If the chromosomal abnormality had been detected during prenatal testing, the parents would have chosen not to carry the pregnancy to term.  Photo: Getty Images


If the chromosome abnormality had been detected during prenatal testing, the parents would have chosen not to carry the pregnancy to term. Photo: Getty Images

Parents of a child with a severely incapacitating genetic disease claim nearly $ 10 million from the CHU de Québec-Université Laval and a geneticist for failing to detect their daughter’s chromosomal abnormality during screening prenatal.

Manon (not her real name) has a genetic syndrome of tetrasomy of the 15q11 gene, associated with autism spectrum disorder, severe motor dyspraxia, and attention deficit hyperactivity disorder.

There are many manifestations of the disease in children: coordination problems, cognitive difficulties, delayed language and growth, poor concentration, few social skills, etc.

These attacks make her “completely dependent on others” and require constant support and accompaniment, we can read in the originating application that her parents filed with the Superior Court on January 13.

The parents are represented by Me Joelle Dubois, from the firm Tremblay Bois.

As Manon’s mother was over 35 when she became pregnant, her pregnancy was closely monitored. The woman notably agreed to undergo an amniocentesis to ensure that her fetus did not present any serious genetic abnormalities.

If such an abnormality had been detected, the couple would have chosen not to carry the pregnancy to term.

Following amniocentesis, two karyotypes were established to analyze the structure of the chromosomes of the fetus.

According to the applicants, the assembly of the karyotypes should have made it possible to detect the presence of a normal chromosome 15 and an abnormal chromosome 15 comprising 3 copies of the SNRPN gene.

“Clearly abnormal”

They blame the employees who performed the assembly of the karyotypes and the geneticist who validated them, Dr. Jean Gékas, for not having detected the problem, even though chromosome 15 was “clearly abnormal”.

Convinced that their unborn child had no genetic abnormalities, the couple carried the pregnancy to term. It was only several months after Manon’s birth that her parents learned that she had a tetrasomy involving chromosome 15, terrible news greeted with amazement and incomprehension.

Manon’s medical condition turned the life of the small family upside down. Both mother and father developed a variety of health problems, including anxiety, loss of energy, palpitations, and physical pain.

Added to this are the impacts on their respective professional activities and the expenses related to drugs, rehabilitation treatments and other special care that their daughter requires.

In addition to having consequences on their health and their finances, the situation led to estrangement in the couple.

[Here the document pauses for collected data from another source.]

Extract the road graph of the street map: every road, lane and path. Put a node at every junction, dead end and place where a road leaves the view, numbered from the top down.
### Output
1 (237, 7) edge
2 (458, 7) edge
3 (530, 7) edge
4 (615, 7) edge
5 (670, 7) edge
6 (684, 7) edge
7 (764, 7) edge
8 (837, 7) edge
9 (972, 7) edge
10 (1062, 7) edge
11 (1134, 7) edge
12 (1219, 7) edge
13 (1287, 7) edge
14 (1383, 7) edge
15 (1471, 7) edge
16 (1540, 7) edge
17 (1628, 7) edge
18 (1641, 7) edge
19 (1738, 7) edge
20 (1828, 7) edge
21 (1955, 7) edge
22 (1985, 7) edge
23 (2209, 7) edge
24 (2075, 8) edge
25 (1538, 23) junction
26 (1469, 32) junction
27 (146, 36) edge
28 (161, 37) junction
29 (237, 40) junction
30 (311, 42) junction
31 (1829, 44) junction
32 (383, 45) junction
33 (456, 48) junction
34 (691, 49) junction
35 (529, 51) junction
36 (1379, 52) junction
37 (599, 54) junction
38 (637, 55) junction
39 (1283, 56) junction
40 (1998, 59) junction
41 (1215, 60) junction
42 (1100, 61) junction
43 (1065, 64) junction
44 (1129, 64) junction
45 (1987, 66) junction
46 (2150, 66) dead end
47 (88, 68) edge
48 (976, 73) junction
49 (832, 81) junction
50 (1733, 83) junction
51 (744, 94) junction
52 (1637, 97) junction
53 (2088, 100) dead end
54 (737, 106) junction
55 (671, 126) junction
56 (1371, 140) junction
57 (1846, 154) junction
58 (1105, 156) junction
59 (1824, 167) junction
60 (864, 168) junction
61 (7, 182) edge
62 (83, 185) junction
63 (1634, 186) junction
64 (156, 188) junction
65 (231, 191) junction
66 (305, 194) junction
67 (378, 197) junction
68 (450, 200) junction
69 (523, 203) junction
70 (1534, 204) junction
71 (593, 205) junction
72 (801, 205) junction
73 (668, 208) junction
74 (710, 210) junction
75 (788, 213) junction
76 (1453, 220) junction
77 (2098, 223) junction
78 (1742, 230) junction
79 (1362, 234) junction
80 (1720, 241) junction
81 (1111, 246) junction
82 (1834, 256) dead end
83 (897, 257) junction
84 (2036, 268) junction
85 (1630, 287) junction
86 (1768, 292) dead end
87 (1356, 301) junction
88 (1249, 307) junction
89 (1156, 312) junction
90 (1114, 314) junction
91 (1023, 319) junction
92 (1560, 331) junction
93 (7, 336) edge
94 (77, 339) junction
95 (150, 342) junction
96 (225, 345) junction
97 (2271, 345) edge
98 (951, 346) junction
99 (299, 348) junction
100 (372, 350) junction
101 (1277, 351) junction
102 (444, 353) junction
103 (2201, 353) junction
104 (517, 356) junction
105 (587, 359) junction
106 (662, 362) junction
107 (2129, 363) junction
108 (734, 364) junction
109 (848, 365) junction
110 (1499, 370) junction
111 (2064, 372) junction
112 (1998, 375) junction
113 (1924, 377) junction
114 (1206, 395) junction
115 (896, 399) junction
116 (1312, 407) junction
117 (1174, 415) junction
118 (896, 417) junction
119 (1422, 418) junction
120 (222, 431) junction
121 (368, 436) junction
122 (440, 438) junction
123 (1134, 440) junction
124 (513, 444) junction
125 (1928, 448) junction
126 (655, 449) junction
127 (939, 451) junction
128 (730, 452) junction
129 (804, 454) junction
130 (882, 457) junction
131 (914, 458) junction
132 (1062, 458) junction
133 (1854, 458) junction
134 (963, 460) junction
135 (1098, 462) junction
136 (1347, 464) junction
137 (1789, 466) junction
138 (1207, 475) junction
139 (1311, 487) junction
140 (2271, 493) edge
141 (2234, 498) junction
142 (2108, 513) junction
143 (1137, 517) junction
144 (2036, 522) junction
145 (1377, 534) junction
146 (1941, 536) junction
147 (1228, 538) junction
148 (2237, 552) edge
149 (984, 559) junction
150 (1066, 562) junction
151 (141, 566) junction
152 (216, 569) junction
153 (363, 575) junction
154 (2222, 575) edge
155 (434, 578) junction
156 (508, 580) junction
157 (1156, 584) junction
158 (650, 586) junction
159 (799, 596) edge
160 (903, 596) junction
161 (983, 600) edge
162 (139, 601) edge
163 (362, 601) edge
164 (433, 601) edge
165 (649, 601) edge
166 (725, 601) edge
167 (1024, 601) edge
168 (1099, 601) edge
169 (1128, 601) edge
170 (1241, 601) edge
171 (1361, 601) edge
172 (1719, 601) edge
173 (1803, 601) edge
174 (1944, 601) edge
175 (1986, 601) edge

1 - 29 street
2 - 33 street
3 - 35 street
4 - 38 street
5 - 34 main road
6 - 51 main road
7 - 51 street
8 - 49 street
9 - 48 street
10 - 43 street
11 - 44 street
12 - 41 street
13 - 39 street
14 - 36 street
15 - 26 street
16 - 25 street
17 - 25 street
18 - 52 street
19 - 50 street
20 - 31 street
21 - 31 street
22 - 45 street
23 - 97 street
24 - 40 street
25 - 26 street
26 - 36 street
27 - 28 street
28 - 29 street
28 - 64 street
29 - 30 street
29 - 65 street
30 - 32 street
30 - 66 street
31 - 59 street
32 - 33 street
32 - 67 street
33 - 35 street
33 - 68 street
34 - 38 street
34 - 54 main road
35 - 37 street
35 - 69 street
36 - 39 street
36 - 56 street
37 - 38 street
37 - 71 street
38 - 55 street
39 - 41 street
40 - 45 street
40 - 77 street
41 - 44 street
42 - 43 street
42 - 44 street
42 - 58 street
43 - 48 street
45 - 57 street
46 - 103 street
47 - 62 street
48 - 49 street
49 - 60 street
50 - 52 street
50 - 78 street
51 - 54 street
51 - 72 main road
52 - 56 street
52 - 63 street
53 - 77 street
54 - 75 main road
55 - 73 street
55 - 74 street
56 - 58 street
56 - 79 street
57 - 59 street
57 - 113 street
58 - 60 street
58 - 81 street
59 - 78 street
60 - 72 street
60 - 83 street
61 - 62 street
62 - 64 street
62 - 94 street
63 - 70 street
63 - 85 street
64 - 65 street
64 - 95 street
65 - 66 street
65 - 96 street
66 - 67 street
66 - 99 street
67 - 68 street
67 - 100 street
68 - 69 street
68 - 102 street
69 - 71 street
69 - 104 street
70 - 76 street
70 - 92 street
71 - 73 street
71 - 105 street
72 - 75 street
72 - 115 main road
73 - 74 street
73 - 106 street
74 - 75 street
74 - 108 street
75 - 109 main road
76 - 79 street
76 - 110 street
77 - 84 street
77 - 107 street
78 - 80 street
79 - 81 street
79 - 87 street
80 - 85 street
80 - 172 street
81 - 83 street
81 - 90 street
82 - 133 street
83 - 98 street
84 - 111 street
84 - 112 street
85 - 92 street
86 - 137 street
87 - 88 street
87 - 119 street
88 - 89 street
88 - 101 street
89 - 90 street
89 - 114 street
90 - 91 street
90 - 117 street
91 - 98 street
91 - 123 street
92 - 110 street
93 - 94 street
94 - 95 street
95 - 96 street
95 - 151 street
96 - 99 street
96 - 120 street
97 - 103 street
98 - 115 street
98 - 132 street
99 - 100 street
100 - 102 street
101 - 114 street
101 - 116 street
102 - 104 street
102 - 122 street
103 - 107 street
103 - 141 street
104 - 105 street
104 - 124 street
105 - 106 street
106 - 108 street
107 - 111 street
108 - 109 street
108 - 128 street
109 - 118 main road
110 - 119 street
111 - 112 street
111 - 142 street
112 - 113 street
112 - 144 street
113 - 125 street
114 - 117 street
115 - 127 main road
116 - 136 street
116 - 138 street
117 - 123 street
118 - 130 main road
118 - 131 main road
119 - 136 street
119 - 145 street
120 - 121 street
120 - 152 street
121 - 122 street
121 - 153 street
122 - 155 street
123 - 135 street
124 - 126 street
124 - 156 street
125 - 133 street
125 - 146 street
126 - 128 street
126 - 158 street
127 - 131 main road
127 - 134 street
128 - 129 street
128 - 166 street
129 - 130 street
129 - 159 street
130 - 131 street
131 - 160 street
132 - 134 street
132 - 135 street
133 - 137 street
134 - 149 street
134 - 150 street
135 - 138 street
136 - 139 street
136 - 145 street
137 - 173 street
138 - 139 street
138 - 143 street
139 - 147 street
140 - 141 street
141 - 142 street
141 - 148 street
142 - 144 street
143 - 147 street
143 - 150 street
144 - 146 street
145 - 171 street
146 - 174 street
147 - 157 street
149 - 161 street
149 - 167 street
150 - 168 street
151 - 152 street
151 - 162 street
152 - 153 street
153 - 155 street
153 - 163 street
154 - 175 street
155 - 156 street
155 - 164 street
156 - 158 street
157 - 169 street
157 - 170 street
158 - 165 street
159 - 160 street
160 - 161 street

For nearly 10 years, Manon’s parents were convinced that the chromosomal abnormality was not visible on amniocentesis done at 17 weeks of pregnancy.

This is following a meeting with Dr Regen Drouin, a geneticist, whom they began to suspect that a medical malpractice had been committed. The steps taken to verify their doubts led to the initiation of legal proceedings.

Parents believe that their problems stem from the faults they blame on Dr. Gékas, technologists and laboratory staff at the CHU de Québec-Université Laval.

If the anomaly had been detected, Dr. Gékas would have requested additional examinations and analyzes which would have made it possible to establish the diagnosis of tetrasomy of the 15q11 gene at the prenatal stage.

Avoidable damage

The parents would then have chosen to terminate the pregnancy voluntarily. Manon “would never have come into the world and the damage would have been avoided”, we can read in the originating demand.

The mother and father are claiming $ 1.6 million and $ 1.1 million, respectively, for moral and material damages associated with their daughter’s medical condition, including the costs required to raise her and meet her special needs until 18 years.

They are also claiming, in their capacity as guardians of their daughter as of her majority, an amount of 6.63 million dollars, most of which (5 million) must be used to pay for the care and equipment she will need.

The sum of the amounts claimed is $ 9.4 million.

Contacted by Radio-Canada, Manon’s parents and the CHU de Québec-Université Laval indicated that they did not wish to comment on the matter at this stage.